Organizing for America, a nationwide group of Obama supporters run by the Democratic National Committee, also brought along a colorful bus featuring the slogan, “Health Insurance Reform Now: Let’s Get it Done.” The vehicle is on an 11-city tour advocating for health-care reform.

“We think that change happens with neighbors talking to neighbors, and these rallies reflect that,” said DNC spokesman Hari Sevugan. “That’s how we won the campaign in the fall, with grass-roots organizing, and that’s what we will see in these events going forward.”

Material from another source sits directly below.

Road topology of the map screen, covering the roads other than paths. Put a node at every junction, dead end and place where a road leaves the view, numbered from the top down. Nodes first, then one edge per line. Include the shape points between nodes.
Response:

But the effort also underscores the unexpected difficulties faced by Obama and his allies in trying to push a health reform plan through Congress in the face of concerted Republican opposition and growing voter unease. Conservative activists have dominated the public debate in recent weeks with dire warnings and noisy disruptions at town hall meetings, while national polls show declining support for Obama’s ambitious plan to widen health insurance coverage.

The DNC kickoff rally in Phoenix attracted about 1,200 reform supporters, but a raucous meeting on the other side of town hosted by Obama’s former presidential campaign rival Sen. John McCain (R-Ariz.) attracted hundreds more — most of whom were loudly opposed to Democratic reform proposals.

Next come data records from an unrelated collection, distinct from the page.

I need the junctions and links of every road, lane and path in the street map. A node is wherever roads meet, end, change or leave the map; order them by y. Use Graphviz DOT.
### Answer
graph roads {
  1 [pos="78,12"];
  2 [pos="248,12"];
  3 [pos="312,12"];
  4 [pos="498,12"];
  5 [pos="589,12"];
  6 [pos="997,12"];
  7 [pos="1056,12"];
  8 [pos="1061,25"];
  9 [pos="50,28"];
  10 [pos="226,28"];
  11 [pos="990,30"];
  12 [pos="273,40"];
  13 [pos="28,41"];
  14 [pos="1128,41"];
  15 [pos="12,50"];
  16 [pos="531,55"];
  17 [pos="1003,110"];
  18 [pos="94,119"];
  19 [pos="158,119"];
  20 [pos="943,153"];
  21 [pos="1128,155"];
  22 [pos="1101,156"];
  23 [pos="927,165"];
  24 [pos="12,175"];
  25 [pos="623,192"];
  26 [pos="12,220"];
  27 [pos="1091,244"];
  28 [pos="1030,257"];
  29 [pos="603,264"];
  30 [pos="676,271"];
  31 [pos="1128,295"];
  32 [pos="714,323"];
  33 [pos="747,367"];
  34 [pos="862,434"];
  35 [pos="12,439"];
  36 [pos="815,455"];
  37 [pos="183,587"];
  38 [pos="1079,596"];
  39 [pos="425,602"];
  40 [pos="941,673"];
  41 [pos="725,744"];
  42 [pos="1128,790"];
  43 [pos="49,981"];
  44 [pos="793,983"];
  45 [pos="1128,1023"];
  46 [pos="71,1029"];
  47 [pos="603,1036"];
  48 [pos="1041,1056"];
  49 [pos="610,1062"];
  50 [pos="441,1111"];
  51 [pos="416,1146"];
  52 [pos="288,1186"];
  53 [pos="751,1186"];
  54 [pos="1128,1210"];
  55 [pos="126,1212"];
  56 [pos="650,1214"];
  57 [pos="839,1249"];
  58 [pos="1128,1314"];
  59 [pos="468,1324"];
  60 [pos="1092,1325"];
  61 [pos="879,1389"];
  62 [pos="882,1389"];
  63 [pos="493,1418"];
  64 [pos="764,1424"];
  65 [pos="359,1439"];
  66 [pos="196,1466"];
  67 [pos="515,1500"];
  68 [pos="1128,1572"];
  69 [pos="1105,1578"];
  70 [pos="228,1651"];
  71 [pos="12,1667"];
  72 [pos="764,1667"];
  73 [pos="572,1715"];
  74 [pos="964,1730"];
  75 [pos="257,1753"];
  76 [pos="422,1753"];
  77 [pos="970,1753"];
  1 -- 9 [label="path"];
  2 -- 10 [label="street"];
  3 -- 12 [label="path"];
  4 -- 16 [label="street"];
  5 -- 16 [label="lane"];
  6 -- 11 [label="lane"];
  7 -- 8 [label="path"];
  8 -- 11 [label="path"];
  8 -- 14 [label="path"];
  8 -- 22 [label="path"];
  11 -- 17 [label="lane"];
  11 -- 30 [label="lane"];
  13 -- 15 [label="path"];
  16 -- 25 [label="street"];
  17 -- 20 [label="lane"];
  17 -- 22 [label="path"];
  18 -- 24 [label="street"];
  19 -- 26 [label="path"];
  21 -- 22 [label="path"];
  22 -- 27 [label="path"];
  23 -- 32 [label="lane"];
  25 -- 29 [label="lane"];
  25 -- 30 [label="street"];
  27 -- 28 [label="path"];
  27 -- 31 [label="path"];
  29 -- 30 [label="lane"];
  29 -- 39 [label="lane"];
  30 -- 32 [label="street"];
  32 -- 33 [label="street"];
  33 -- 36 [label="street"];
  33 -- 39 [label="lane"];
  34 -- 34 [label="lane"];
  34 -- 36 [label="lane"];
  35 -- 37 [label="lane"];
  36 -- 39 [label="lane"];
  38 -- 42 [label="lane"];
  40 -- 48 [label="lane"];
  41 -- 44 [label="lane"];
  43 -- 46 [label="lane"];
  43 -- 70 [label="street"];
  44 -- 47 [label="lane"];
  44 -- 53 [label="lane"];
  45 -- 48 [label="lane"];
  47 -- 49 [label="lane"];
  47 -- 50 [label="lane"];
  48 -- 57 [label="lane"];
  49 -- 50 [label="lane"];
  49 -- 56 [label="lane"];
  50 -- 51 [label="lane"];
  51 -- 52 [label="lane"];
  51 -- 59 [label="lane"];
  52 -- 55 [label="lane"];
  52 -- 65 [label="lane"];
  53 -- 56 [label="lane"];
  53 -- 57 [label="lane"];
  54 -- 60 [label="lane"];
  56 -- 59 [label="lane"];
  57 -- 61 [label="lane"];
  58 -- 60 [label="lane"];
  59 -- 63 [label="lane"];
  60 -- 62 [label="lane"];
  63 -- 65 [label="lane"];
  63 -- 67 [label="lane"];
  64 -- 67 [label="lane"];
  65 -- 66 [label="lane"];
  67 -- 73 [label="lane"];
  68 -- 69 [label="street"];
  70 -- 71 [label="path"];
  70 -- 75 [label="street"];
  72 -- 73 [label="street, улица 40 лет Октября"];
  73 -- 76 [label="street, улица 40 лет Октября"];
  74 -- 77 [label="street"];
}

“The grass-roots anger over the spending and the size of the health-care grab by Obama is real, and all these staged rallies are not going to change that,” said Matt Kibbe, president of FreedomWorks, a conservative Washington-based group that is rallying opposition to Obama’s reform plans. “I think it’s an acknowledgment that they’re in trouble.”

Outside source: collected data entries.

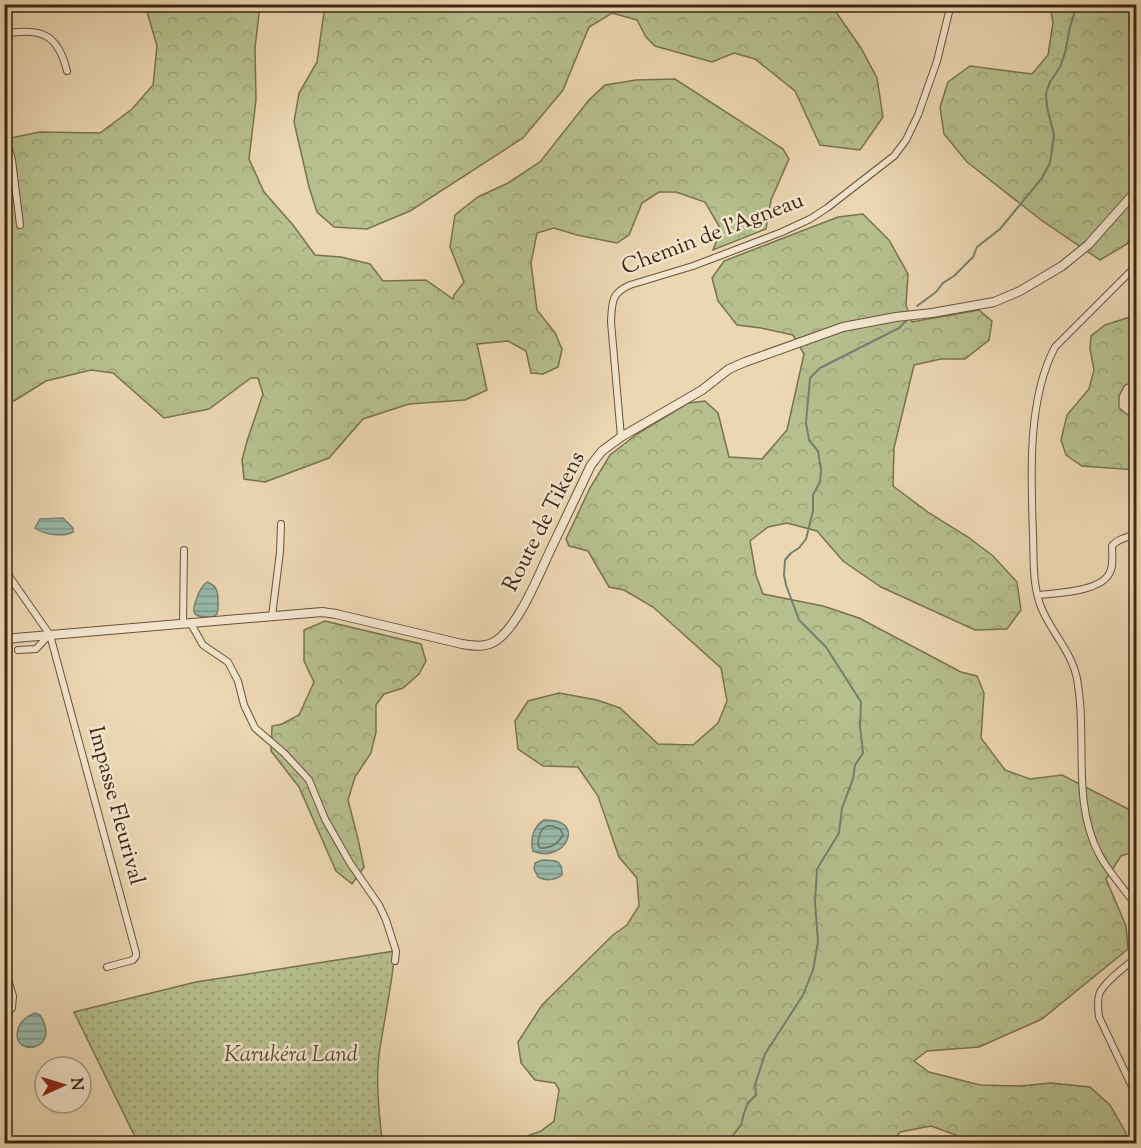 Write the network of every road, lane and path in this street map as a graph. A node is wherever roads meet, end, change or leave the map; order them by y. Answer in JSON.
{"nodes":[{"id":1,"x":951,"y":4,"type":"edge"},
{"id":2,"x":4,"y":34,"type":"edge"},
{"id":3,"x":67,"y":71,"type":"dead end"},
{"id":4,"x":4,"y":131,"type":"edge"},
{"id":5,"x":1137,"y":191,"type":"edge"},
{"id":6,"x":20,"y":225,"type":"dead end"},
{"id":7,"x":1137,"y":266,"type":"edge"},
{"id":8,"x":621,"y":437,"type":"junction"},
{"id":9,"x":281,"y":525,"type":"dead end"},
{"id":10,"x":1137,"y":534,"type":"edge"},
{"id":11,"x":184,"y":550,"type":"dead end"},
{"id":12,"x":4,"y":568,"type":"edge"},
{"id":13,"x":1038,"y":595,"type":"junction"},
{"id":14,"x":272,"y":616,"type":"junction"},
{"id":15,"x":187,"y":624,"type":"junction"},
{"id":16,"x":50,"y":635,"type":"junction"},
{"id":17,"x":4,"y":640,"type":"edge"},
{"id":18,"x":18,"y":650,"type":"dead end"},
{"id":19,"x":1137,"y":905,"type":"edge"},
{"id":20,"x":1137,"y":957,"type":"edge"},
{"id":21,"x":395,"y":961,"type":"dead end"},
{"id":22,"x":4,"y":967,"type":"edge"},
{"id":23,"x":107,"y":967,"type":"dead end"},
{"id":24,"x":4,"y":1017,"type":"edge"},
{"id":25,"x":1137,"y":1095,"type":"edge"}],
"edges":[{"from":1,"to":8,"type":"street","name":"Chemin de l’Agneau"},
{"from":2,"to":3,"type":"street"},
{"from":4,"to":6,"type":"street"},
{"from":5,"to":8,"type":"street","name":"Route de Tikens"},
{"from":7,"to":13,"type":"street"},
{"from":8,"to":14,"type":"street","name":"Route de Tikens"},
{"from":9,"to":14,"type":"street"},
{"from":10,"to":13,"type":"street"},
{"from":11,"to":15,"type":"street"},
{"from":12,"to":16,"type":"street"},
{"from":13,"to":19,"type":"street"},
{"from":14,"to":15,"type":"street","name":"Route de Tikens"},
{"from":15,"to":16,"type":"street","name":"Route de Tikens"},
{"from":15,"to":21,"type":"street"},
{"from":16,"to":17,"type":"street","name":"Route de Tikens"},
{"from":16,"to":18,"type":"street"},
{"from":16,"to":23,"type":"street","name":"Impasse Fleurival"},
{"from":20,"to":25,"type":"street"},
{"from":22,"to":24,"type":"street"}]}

Katie Wright, spokeswoman for the Republican National Committee, said that “no amount of rallies can hide the fact that the Democrats’ government-run plan will raise costs, increase the deficit and put bureaucrats in charge of making personal health-care decisions.”

Democrats and health reform advocates say the GOP contentions are false, and they hope to catch lawmakers’ attention before they return to Washington after Labor Day. The House and Senate will resume wrangling over five competing health reform bills under consideration in Congress, all but one of which include a proposed public insurance option to compete with private insurers. The estimated cost of overall reform has hovered around $1 trillion over 10 years, though Obama has pledged to make the plan “budget neutral” through a combination of cuts and new revenue.

In many districts, the August recess has been defined by crowds of conservative opponents who have mounted protests and flocked to town hall meetings to confront Democratic lawmakers. The debate has been further clouded by allegations that Obama aims to bar Republicans from having health insurance or wants to form “death panels” to determine who receives medical treatment. No such policies are proposed.

“There were a lot of successful town halls and meetings over the recess, but the ones that got the most attention were those where angry people got up and yelled,” said Jacki Schechner, spokeswoman for Health Care for America Now, a liberal coalition helping to organize many of the events. “We want to make sure the message that they take back to Washington is that the majority of the public stands behind the need for reform and that they need to get it done now.”

The events range from modest gatherings that the Obama team refers to as house parties to rallies featuring the health reform bus, which as of Sunday had stopped in Phoenix, Albuquerque, Denver, Des Moines and St. Louis. Still to come are Milwaukee; Indianapolis; Columbus, Ohio; Pittsburgh; and Charlotte and Raleigh, N.C.

The DNC is not the first group to use an eye-catching bus in the health-care debate, however. Patients First, an arm of the conservative group Americans for Prosperity, ended a six-week tour on Friday that featured a bus wrapped in a giant red hand and the proclamation: “Hands Off Our Health Care!”

Group spokeswoman Amy Menefee said that although “imitation is the sincerest form of flattery,” she doubts the DNC-backed efforts will have much impact on the debate. She and other reform opponents also say the push seems phony.

“It’s hard to calculate what the response will be when you’re asking people to rally for bigger government,” Menefee said of the Obama group’s efforts. “That’s essentially what they’re asking of people, and I think on a personal, motivational level it’s very different than the people on our side.”